Tanger est omniprésente. C’est la mère de la Beat Generation, de toute une scène artistique marocaine. Elle a permis des rencontres incroyables: Burroughs, Kerouac, Gysin… Même si une génération a disparu, la ville ne meurt pas. Aujourd’hui encore, Tanger attire des jeunes artistes, des poètes, des cinéastes. Elle se recrée sans cesse.
««Bowles, Choukri… tous sont encore là, en moi»»
— Karim Debbagh
Qu’est-ce qui reste de Bowles en vous?
Beaucoup. Déjà, ce film qui fait partie de moi. Ensuite, ses paroles, son attitude, sa manière d’être… Tout est encore très présent. Et pas seulement lui: Choukri aussi. Tous ont laissé une trace durable dans ma vie personnelle. Ils ne disparaîtront jamais.
Pourquoi sortir ce documentaire aujourd’hui et pas plus tôt?
Après mes études, j’ai immédiatement créé Kasbah Films. Le travail s’est enchaîné, je n’avais pas le temps de monter ce projet. Avec le recul, je pense que l’attente a été bénéfique. Le temps rend plus sage, plus détaché. Le film devait mûrir, comme moi.
Vous travaillez avec de grands noms et productions internationales. Vous considérez-vous comme un ambassadeur du cinéma marocain?

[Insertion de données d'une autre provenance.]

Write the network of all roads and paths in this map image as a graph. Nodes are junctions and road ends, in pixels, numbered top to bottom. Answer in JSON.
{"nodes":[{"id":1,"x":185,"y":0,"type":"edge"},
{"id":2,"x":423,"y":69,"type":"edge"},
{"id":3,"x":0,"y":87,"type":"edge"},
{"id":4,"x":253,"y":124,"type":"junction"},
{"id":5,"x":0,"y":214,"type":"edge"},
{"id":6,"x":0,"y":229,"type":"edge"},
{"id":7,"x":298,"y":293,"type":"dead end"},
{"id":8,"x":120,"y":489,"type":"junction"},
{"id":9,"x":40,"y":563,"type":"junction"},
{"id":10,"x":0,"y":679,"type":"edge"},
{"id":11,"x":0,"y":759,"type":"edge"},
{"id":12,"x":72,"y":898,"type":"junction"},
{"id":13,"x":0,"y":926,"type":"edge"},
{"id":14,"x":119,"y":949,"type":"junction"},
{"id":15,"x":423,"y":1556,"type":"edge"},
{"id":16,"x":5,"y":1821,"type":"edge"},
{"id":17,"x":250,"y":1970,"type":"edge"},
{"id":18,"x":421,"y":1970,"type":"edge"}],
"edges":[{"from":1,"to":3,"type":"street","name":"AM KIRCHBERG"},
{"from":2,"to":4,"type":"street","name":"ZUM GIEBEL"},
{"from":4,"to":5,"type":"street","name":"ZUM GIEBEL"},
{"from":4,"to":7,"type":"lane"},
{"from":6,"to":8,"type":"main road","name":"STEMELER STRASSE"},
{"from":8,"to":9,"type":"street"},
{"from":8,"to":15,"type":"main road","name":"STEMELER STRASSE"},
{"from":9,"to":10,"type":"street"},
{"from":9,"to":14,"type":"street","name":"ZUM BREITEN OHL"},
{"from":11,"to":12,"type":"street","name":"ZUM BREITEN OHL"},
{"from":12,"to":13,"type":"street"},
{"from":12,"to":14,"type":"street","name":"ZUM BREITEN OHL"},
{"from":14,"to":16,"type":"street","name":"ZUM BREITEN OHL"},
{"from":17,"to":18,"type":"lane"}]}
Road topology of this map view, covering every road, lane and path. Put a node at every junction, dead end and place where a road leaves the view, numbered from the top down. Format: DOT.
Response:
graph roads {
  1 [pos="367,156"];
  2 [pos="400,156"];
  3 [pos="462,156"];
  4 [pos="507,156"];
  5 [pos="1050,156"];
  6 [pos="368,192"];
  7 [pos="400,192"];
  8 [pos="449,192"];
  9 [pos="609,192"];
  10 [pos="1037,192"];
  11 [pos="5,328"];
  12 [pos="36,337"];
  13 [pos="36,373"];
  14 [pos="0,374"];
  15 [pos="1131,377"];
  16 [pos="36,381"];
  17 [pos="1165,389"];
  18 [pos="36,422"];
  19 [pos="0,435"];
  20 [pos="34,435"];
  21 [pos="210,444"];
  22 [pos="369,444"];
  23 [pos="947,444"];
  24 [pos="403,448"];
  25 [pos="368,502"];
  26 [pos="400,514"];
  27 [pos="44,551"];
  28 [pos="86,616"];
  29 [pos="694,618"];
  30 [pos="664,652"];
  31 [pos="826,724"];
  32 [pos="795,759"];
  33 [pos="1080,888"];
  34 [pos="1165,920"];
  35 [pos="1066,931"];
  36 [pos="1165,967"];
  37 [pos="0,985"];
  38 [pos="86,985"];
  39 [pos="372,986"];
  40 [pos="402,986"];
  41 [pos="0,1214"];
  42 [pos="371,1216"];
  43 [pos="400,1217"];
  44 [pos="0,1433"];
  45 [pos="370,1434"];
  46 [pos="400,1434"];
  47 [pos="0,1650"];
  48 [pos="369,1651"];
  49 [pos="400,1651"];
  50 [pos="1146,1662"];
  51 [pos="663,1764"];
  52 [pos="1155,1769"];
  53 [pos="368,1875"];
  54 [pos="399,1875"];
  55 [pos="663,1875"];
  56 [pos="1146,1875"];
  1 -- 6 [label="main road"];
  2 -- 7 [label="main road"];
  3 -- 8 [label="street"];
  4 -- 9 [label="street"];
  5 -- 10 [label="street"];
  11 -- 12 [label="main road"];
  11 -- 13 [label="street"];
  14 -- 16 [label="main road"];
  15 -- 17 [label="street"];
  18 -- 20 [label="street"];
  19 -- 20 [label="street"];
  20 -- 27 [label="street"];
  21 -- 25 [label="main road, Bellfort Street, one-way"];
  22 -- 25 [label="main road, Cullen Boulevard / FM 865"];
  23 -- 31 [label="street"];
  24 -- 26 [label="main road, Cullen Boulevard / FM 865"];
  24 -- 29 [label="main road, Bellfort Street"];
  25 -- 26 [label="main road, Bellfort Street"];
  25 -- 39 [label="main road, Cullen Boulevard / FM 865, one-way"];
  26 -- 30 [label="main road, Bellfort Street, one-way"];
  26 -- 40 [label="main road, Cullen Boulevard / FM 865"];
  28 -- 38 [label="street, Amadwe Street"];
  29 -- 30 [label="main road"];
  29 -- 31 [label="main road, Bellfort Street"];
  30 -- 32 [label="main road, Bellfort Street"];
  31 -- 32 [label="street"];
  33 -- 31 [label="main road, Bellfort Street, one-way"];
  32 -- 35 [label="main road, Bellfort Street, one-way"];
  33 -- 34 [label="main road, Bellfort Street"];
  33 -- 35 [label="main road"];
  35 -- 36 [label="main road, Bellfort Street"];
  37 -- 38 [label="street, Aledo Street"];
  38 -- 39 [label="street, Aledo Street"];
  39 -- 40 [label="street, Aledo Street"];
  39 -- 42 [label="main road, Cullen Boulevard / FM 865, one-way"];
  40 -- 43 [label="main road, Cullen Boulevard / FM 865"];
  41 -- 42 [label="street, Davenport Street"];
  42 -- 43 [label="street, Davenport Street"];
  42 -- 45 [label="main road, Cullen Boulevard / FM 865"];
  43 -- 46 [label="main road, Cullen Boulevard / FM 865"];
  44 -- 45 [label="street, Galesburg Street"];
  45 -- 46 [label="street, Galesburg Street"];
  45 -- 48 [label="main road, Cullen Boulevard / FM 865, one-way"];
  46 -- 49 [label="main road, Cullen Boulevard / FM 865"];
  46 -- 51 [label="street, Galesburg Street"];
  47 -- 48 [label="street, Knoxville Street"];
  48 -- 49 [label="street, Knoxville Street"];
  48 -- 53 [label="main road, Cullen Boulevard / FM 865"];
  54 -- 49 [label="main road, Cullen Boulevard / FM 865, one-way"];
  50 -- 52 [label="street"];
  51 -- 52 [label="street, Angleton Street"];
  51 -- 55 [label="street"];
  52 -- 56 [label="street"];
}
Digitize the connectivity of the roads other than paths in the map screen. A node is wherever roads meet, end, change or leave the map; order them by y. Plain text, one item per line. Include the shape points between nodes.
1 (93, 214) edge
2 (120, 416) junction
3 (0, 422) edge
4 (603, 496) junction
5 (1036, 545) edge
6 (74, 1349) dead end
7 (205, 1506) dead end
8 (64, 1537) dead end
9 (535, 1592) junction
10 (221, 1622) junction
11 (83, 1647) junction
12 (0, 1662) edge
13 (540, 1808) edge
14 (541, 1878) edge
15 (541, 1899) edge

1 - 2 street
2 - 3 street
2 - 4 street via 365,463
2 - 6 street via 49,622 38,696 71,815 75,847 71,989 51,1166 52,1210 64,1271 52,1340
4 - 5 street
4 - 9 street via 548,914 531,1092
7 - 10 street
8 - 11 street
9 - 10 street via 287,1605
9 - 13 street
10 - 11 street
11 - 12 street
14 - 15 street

Bien sûr. Je suis fier de participer à des films internationaux tout en restant au Maroc. Notre pays nous offre une stabilité, des paysages, une liberté de création qui attirent les plus grandes productions. Représenter le Maroc dans ce secteur est une chance, et une responsabilité que j’assume avec plaisir.